I'm not at libbaty to divulj the reel names of the 2 Eroes of the igstrawny Tail which I am abowt to relait to those unlightnd paytrons of letarature and true connyshures of merrit—the great Brittish public—But I pledj my varacity that this singlar story of rewmantic love, absobbing pashn, and likewise of GENTEEL LIFE, is, in the main fax, TREW. The suckmstanzas I elude to, ocurd in the rain of our presnt Gratious Madjisty and her beluvd and roil Concert Prince Halbert.
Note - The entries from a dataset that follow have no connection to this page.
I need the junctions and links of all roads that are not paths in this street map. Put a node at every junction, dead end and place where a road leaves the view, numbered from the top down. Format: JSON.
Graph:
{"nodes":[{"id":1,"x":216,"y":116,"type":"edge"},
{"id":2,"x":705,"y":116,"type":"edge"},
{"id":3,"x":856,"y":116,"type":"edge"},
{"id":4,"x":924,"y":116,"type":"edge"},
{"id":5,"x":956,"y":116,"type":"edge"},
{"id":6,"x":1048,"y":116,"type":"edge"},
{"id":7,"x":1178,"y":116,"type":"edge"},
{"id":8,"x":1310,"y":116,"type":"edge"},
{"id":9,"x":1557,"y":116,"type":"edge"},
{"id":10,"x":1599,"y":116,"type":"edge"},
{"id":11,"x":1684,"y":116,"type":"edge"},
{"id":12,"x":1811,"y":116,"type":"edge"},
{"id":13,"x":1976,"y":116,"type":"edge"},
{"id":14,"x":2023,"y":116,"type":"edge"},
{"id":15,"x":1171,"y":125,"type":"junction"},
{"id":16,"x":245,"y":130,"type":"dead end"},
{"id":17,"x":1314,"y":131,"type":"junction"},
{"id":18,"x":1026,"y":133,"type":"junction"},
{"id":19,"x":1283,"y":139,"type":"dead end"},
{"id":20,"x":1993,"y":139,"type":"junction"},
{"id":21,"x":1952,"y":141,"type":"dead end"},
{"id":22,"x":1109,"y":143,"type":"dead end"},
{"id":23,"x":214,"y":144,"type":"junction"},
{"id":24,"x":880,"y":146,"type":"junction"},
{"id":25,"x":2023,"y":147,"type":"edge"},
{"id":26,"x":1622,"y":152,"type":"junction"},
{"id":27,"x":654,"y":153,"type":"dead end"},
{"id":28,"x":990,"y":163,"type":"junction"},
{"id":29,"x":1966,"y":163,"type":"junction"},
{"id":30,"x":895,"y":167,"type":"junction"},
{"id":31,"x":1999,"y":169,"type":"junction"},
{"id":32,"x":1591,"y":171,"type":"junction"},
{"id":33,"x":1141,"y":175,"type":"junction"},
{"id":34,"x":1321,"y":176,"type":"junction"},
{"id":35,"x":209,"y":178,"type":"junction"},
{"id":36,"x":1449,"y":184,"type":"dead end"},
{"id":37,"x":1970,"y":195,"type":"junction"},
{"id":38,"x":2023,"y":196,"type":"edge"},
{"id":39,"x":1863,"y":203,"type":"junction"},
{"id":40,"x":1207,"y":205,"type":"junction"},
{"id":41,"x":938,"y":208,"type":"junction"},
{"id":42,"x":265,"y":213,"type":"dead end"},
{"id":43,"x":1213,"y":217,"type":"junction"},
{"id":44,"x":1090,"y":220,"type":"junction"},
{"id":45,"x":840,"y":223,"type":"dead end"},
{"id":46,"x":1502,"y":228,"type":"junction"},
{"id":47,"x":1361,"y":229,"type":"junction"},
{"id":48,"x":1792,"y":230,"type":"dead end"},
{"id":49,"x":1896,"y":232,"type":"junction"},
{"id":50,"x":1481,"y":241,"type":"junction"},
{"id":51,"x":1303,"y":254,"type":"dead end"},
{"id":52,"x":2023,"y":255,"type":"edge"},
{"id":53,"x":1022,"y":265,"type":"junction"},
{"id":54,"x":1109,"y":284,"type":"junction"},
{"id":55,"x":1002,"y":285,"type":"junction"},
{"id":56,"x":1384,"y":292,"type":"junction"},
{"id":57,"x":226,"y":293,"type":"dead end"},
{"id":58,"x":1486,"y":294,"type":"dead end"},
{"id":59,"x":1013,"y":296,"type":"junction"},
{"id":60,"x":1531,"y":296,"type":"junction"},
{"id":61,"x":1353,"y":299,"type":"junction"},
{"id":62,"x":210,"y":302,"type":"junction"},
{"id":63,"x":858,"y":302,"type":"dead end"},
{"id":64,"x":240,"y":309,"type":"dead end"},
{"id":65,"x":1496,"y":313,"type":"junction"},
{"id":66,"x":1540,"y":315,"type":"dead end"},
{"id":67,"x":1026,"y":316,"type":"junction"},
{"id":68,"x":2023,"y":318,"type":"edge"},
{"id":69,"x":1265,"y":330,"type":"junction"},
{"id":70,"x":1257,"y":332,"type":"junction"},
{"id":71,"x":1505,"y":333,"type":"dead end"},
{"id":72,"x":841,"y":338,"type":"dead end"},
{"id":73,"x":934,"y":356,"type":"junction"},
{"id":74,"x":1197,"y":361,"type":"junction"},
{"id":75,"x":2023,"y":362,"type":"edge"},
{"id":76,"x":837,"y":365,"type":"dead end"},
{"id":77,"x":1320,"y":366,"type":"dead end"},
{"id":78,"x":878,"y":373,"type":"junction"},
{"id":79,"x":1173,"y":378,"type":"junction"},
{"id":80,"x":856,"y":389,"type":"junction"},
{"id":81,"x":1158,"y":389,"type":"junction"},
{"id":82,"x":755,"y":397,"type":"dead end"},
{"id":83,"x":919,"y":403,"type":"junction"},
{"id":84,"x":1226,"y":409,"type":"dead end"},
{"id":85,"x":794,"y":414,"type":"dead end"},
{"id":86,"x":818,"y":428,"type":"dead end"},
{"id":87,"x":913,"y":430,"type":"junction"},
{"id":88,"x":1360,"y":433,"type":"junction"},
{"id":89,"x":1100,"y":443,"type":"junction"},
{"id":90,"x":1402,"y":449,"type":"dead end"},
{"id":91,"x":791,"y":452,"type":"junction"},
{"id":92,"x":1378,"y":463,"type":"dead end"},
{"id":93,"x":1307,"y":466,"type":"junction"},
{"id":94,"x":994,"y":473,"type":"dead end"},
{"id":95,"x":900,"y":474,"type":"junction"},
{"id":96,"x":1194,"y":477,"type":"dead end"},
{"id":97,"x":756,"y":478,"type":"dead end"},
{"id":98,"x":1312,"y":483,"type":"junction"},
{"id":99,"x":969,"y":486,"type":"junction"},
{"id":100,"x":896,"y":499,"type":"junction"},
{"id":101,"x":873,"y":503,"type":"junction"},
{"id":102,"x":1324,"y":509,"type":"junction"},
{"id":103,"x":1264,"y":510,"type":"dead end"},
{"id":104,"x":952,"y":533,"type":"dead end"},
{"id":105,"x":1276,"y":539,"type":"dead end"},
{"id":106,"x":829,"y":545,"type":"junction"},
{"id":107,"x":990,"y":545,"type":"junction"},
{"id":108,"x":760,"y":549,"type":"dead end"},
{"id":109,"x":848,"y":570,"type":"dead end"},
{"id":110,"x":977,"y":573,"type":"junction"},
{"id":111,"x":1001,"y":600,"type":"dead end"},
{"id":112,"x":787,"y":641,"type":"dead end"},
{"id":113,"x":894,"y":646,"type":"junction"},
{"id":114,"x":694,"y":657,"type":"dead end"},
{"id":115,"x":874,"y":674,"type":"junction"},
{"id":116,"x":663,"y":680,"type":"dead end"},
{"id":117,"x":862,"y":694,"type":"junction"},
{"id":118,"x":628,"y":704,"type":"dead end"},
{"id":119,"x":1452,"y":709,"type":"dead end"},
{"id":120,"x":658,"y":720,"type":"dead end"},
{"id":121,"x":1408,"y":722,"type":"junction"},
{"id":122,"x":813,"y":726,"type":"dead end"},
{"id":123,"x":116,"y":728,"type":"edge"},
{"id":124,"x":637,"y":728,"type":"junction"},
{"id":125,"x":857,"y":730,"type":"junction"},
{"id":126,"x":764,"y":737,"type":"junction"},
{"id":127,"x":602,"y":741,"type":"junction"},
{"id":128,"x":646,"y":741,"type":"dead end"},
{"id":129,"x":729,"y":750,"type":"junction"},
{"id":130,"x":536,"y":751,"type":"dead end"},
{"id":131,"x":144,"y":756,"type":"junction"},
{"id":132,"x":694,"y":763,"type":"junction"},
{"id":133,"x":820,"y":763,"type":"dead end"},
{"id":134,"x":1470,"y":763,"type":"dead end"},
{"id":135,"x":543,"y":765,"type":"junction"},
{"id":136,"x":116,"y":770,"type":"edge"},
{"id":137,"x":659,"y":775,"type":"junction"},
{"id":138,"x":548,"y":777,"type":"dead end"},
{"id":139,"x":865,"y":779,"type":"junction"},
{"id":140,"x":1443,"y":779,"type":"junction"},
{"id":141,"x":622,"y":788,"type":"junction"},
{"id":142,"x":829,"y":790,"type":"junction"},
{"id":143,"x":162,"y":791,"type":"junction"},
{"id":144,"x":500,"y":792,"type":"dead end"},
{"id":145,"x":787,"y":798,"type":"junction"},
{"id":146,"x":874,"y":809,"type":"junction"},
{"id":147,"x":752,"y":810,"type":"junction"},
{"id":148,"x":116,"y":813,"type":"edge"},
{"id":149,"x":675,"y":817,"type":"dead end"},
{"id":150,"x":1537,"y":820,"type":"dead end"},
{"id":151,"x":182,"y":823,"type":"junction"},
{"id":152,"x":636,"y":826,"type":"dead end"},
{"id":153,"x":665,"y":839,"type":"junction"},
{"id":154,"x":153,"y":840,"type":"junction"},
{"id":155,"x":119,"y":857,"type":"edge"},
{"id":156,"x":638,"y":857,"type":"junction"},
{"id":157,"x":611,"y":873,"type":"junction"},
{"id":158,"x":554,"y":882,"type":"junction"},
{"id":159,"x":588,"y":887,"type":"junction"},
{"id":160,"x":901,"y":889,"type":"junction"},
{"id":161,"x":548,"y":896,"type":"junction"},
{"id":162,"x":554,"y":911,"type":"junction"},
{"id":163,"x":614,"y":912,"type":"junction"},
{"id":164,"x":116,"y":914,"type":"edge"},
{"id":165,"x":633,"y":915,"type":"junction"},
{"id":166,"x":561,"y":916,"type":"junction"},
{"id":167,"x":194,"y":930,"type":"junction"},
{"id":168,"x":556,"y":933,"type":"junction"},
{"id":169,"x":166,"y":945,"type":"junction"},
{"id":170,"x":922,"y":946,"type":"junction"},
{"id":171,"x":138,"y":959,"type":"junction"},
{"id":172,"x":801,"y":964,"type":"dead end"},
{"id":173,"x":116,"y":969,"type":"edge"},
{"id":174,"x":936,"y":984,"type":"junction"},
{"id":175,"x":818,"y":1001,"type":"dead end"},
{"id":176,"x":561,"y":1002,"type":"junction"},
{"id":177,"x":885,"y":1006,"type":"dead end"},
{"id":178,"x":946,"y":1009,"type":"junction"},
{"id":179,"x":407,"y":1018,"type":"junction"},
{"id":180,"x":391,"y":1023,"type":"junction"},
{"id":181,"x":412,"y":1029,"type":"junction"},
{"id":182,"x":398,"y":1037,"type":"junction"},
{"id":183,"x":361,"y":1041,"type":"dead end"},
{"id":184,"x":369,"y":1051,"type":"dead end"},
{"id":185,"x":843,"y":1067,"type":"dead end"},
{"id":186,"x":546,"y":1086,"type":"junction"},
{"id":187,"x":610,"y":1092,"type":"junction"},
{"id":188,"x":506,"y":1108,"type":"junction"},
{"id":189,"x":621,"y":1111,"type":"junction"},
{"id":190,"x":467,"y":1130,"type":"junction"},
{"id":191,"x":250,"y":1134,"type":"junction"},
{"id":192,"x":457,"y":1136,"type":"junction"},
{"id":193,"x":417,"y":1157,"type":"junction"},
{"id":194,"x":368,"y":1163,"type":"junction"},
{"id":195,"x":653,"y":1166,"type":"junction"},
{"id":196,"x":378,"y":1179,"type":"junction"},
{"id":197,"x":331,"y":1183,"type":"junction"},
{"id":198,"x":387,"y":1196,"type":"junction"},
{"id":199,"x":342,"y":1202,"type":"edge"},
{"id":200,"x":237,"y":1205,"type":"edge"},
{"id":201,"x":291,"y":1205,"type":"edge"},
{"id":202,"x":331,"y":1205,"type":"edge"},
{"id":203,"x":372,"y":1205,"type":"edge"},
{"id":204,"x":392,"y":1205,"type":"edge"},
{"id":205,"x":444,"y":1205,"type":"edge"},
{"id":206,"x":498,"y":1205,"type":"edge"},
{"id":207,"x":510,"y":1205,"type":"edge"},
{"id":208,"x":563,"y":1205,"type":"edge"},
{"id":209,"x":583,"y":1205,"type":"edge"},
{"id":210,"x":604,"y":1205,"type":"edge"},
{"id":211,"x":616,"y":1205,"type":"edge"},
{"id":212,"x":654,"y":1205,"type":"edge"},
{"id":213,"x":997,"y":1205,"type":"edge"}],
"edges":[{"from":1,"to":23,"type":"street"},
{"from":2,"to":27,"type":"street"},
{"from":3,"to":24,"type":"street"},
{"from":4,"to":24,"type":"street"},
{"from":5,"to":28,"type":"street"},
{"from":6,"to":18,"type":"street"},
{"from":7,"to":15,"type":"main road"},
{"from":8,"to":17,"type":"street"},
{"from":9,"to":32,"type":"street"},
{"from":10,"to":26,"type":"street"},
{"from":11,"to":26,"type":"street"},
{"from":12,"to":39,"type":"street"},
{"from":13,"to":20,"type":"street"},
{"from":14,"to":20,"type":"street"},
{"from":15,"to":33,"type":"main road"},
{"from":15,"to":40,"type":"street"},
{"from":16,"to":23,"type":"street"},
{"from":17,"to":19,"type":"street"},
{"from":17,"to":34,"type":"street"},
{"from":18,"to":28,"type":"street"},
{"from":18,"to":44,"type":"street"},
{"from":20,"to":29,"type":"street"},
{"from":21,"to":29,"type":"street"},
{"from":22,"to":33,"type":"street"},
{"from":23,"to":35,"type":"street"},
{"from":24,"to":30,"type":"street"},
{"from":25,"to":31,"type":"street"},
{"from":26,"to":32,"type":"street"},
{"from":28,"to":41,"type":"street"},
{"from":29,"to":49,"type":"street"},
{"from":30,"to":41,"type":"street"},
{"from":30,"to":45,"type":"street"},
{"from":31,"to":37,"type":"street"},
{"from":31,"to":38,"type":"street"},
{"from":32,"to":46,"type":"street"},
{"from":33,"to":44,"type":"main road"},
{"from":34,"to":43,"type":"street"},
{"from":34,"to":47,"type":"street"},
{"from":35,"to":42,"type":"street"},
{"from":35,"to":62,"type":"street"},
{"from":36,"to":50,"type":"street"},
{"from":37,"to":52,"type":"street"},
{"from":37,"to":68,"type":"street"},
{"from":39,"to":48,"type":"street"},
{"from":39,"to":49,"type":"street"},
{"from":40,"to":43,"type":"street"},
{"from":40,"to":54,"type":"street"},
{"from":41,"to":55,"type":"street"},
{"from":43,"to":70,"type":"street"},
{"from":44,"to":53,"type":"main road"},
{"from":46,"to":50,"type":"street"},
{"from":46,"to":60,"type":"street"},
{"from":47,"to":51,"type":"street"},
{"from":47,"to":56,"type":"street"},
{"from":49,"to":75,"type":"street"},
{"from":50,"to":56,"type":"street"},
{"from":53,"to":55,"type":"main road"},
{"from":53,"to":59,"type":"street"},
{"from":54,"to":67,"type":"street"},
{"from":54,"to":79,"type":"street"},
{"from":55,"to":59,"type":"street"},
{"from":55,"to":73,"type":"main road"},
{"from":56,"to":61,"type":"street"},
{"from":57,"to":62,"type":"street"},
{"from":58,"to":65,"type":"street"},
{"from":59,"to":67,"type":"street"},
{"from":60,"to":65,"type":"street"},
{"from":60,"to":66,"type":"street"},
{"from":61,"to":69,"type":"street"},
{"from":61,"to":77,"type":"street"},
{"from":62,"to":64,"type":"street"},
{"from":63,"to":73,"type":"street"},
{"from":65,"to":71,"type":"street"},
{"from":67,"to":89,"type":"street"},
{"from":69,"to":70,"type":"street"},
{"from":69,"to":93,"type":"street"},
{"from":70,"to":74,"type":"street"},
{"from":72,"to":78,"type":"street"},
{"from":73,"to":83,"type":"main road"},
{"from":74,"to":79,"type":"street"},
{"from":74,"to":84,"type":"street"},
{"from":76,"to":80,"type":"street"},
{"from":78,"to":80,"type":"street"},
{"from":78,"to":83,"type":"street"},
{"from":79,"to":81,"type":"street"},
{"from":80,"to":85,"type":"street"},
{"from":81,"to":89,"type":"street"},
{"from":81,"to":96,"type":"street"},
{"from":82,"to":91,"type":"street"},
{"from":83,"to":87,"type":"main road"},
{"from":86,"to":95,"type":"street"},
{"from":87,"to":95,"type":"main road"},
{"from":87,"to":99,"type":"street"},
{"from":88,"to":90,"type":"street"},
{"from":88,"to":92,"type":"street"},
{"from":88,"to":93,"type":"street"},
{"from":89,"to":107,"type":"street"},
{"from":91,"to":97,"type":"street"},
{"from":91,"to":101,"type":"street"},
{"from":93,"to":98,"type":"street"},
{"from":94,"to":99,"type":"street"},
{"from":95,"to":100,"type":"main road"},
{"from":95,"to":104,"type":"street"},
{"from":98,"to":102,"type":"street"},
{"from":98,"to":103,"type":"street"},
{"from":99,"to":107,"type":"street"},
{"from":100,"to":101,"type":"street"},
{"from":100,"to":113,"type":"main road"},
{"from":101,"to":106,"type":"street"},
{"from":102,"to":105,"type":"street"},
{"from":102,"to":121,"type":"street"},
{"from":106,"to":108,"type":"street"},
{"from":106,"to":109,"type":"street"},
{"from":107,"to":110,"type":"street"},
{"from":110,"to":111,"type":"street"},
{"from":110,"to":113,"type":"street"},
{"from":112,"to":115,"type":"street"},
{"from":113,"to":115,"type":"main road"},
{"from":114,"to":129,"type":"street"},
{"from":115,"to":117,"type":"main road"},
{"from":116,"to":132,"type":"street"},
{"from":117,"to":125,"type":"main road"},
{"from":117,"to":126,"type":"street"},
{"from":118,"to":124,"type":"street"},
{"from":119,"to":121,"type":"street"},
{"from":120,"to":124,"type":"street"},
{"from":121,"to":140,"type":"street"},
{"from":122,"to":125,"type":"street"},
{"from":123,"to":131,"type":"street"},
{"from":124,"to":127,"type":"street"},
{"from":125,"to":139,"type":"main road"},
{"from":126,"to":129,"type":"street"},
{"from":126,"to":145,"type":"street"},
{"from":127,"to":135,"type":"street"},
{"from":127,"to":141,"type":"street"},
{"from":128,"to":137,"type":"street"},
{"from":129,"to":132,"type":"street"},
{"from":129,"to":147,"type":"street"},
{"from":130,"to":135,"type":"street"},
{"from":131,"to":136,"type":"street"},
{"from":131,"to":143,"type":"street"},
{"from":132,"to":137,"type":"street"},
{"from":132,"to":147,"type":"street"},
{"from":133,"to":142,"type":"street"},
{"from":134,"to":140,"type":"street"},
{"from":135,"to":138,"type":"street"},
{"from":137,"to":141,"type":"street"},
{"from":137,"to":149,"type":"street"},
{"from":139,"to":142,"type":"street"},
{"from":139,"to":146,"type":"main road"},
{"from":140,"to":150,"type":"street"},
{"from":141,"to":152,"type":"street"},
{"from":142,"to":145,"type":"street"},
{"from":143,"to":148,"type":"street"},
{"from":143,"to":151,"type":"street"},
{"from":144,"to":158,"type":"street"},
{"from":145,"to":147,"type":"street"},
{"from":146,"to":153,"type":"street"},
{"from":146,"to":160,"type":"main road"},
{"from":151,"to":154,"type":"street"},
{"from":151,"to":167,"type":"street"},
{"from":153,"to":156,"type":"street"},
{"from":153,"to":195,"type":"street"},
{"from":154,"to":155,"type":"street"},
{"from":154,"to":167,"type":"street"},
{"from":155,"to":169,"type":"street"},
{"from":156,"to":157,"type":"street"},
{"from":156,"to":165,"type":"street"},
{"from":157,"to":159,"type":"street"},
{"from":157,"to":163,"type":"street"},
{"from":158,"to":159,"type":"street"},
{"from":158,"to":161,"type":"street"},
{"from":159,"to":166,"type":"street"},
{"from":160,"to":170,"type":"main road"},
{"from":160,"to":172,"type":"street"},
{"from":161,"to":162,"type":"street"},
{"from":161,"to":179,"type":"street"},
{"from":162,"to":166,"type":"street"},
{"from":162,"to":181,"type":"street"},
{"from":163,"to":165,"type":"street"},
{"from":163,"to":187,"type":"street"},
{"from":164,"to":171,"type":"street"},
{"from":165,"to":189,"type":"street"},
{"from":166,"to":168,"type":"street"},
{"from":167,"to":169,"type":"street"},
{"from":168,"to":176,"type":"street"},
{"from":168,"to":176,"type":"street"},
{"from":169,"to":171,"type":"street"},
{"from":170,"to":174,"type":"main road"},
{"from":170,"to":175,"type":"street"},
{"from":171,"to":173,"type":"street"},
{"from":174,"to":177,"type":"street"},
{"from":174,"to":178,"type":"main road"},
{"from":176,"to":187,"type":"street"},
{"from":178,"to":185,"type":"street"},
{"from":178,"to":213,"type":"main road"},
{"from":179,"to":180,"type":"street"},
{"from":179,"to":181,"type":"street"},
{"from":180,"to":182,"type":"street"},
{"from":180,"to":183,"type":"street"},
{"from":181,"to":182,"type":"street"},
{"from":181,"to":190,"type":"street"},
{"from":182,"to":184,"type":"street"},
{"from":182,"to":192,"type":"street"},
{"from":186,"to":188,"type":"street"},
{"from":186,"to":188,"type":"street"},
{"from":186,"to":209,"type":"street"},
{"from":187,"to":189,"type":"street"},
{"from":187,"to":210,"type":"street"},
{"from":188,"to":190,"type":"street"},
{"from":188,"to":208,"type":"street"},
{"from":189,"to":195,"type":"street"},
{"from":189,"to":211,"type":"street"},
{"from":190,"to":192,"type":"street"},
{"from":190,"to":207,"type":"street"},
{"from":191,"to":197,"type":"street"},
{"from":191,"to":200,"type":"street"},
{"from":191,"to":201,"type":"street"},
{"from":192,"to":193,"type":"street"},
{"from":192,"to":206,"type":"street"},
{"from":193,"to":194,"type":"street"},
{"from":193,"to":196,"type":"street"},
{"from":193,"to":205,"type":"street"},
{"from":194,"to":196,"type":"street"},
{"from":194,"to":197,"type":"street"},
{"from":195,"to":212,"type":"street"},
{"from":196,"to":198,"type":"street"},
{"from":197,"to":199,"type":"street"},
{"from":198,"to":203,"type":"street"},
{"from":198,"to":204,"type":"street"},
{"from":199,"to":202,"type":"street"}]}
Welthen. Some time in the seazen of 18— (mor I dar not rewheel) there arrived in this metropulus, per seknd class of the London and Dover Railway, an ellygant young foring gentleman, whom I shall danomminate Munseer Jools De Chacabac.
Having read through "The Vicker of Wackfield" in the same oridganal English tung in which this very harticle I write is wrote too, and halways been remarkyble, both at collidge and in the estamminy, for his aytred and orror of perfidgus Halbion, Munseer Jools was considered by the prapriretors of the newspaper in which he wrote, at Parris, the very man to come to this country, igsamin its manners and customs, cast an i upon the politticle and finalshle stat of the Hempire, and igspose the mackynations of the infyamous Palmerston, and the ebomminable Sir Pill—both enemies of France; as is every other Britten of that great, gloarus, libberal, and peasable country. In one word, Jools de Chacabac was a penny-a-liner.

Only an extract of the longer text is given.